Les André, le destin hors du commun d’une famille d’immigrés français en Italie

Immigrés en Italie, les André, une famille de commerçants protestants qui fuient les persécutions en France, s’implantent à Gênes où ils vont concevoir, des décennies plus tard, le mythique « blue jean » aujourd’hui connu aux quatre coins du globe. Simon Clavière-Schiele et Louis Nagot1Ancien élève de l’ENS-Ulm (Lettres 2011), agrégé de lettres classiques, Louis Nagot est lecteur d’échange et enseignant à l’université de Gênes. Également chargé de coopération scientifique et universitaire auprès de l’Institut français en Italie de Rome, il est responsable du carnet d’hypothèses EFMR (Études francophones et franco-italiennes mises en réseau). reviennent sur leur destin atypique2Cet article a été réalisé, sous la coordination des auteurs, avec la participation des étudiantes et étudiants de Master 1 Langues et littératures modernes de l’université de Gênes, dans le cadre du cours de Louis Nagot « Initiation à la recherche documentaire ». Certaines de leurs contributions sont citées en tant que telles. Les auteurs les remercient pour leur participation, et les en félicitent..
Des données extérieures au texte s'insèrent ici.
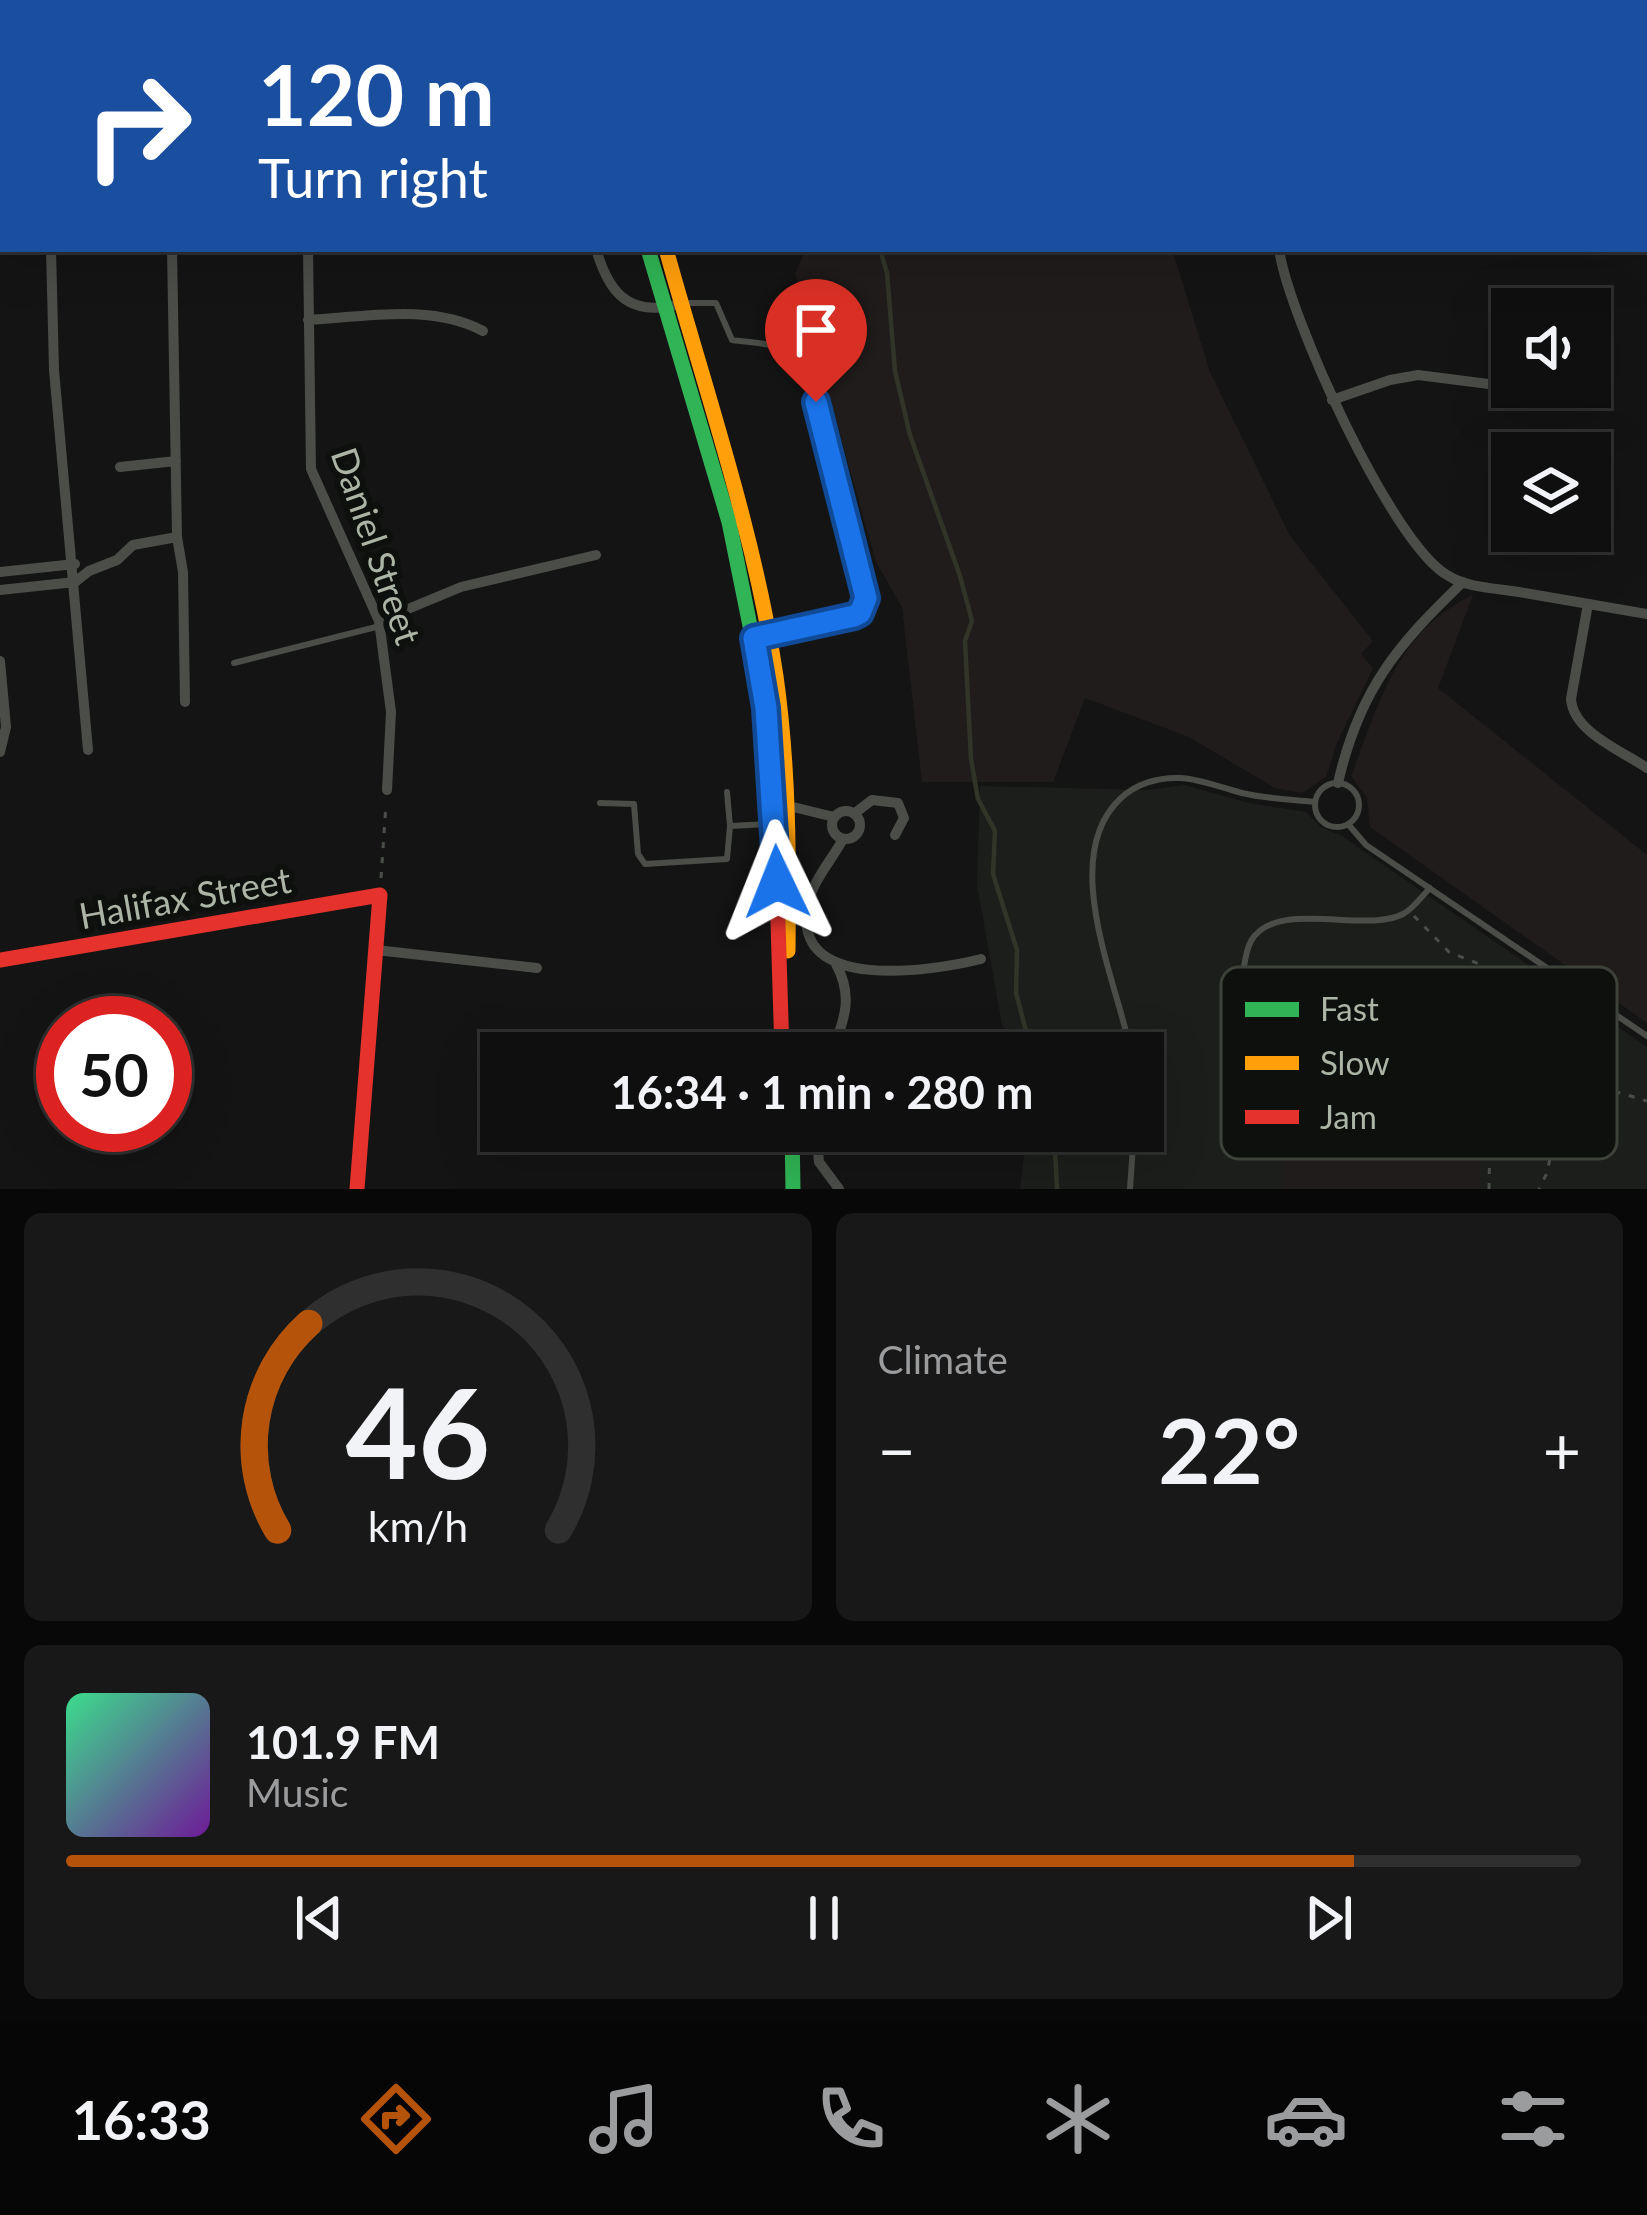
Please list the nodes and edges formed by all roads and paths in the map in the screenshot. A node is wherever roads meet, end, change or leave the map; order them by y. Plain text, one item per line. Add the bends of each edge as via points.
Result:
1 (51, 252) edge
2 (172, 252) edge
3 (308, 252) edge
4 (597, 252) edge
5 (649, 252) edge
6 (666, 252) edge
7 (1280, 252) edge
8 (673, 306) junction
9 (308, 320) junction
10 (483, 331) dead end
11 (1491, 384) edge
12 (1333, 400) junction
13 (176, 461) junction
14 (120, 467) dead end
15 (177, 537) junction
16 (596, 555) dead end
17 (74, 563) junction
18 (89, 571) junction
19 (0, 572) edge
20 (75, 582) junction
21 (1462, 582) junction
22 (0, 590) edge
23 (1588, 604) junction
24 (1647, 614) edge
25 (379, 624) junction
26 (761, 636) junction
27 (0, 661) edge
28 (234, 663) dead end
29 (185, 702) dead end
30 (88, 750) dead end
31 (0, 752) edge
32 (1647, 768) edge
33 (1338, 783) junction
34 (387, 790) joint
35 (728, 791) dead end
36 (1316, 802) junction
37 (601, 803) dead end
38 (779, 806) junction
39 (855, 814) junction
40 (835, 817) junction
41 (775, 824) junction
42 (1348, 824) junction
43 (730, 826) junction
44 (895, 835) dead end
45 (843, 838) junction
46 (1430, 888) junction
47 (380, 895) junction
48 (1408, 910) junction
49 (376, 950) junction
50 (981, 958) dead end
51 (0, 960) edge
52 (836, 964) junction
53 (1244, 967) edge
54 (1486, 967) edge
55 (1545, 967) edge
56 (537, 968) dead end
57 (863, 969) junction
58 (847, 997) junction
59 (1617, 1016) edge
60 (785, 1032) edge
61 (785, 1032) edge
62 (840, 1032) edge
63 (1125, 1032) edge
64 (1647, 1036) edge
65 (1617, 1092) edge
66 (1647, 1101) edge
67 (789, 1152) edge
68 (818, 1152) edge
69 (1132, 1152) edge
70 (1490, 1159) edge
71 (1550, 1159) edge
72 (357, 1189) edge
73 (790, 1189) edge
74 (839, 1189) edge
75 (1132, 1189) edge
76 (1489, 1189) edge
77 (1539, 1189) edge

1 - 17 street
2 - 13 street
3 - 9 street, Daniel Street
4 - 8 street via 611,290 626,303
5 - 8 main road
6 - 8 main road
7 - 12 street
8 - 26 main road via 759,583
8 - 26 lane via 716,303 732,340 792,351 808,370 866,598 854,616
9 - 10 street via 436,315
9 - 25 street, Daniel Street via 311,469
11 - 12 street via 1418,375
12 - 21 street via 1422,550
13 - 14 street
13 - 15 street
15 - 18 street via 133,544
15 - 29 street
16 - 25 street via 461,587
17 - 18 street
17 - 19 street
17 - 20 street
18 - 20 street
20 - 22 street
20 - 30 street
21 - 23 street
21 - 33 street via 1384,667
23 - 24 street
23 - 32 street via 1572,712
25 - 28 lane
25 - 34 street, Daniel Street via 392,712
26 - 38 main road via 778,689
27 - 31 street
33 - 36 lane via 1324,787
33 - 42 lane via 1358,800
34 - 47 path
35 - 43 lane
36 - 42 lane via 1327,825
36 - 63 lane via 1178,778 1145,783 1109,809 1094,864 1098,930
37 - 43 lane via 634,804 646,864 727,859
38 - 40 street
38 - 41 main road
38 - 60 main road
39 - 40 street
39 - 44 street via 872,800 898,803 904,818
39 - 45 street via 859,831
40 - 45 street via 833,830
41 - 43 lane
41 - 61 main road
42 - 46 lane
45 - 52 street via 815,885 807,918 820,952
46 - 48 lane
46 - 55 lane
47 - 49 main road
47 - 51 main road, Halifax Street
48 - 53 lane via 1272,925 1256,934
48 - 54 path via 1449,952
49 - 56 street
49 - 72 main road
50 - 57 street via 938,969
52 - 57 street
52 - 58 street
57 - 58 street
58 - 62 street
59 - 64 lane
65 - 66 path
67 - 73 main road
68 - 74 street
69 - 75 lane
70 - 76 path
71 - 77 path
L’émigration de populations françaises demeure aujourd’hui un pan de l’histoire peu connu dans notre pays. Pourtant, la première vague massive de migrations de l’époque moderne en Europe est bel et bien partie de France. À la fin du XVIIe siècle, plus de 200 000 protestants ont en effet quitté le territoire pour fuir les persécutions dont ils étaient victimes. Pour la plupart, ils partirent après la révocation de l’Édit de Nantes en 1685 ; d’autres, comme la famille André, anticipèrent ce mouvement en émigrant dès 1677. Le parcours de cette famille d’artisans teinturiers huguenots nîmois originaires du Vivarais est à la fois comparable, par bien des aspects, à ceux de leurs coreligionnaires mais il revêt également des singularités étonnantes.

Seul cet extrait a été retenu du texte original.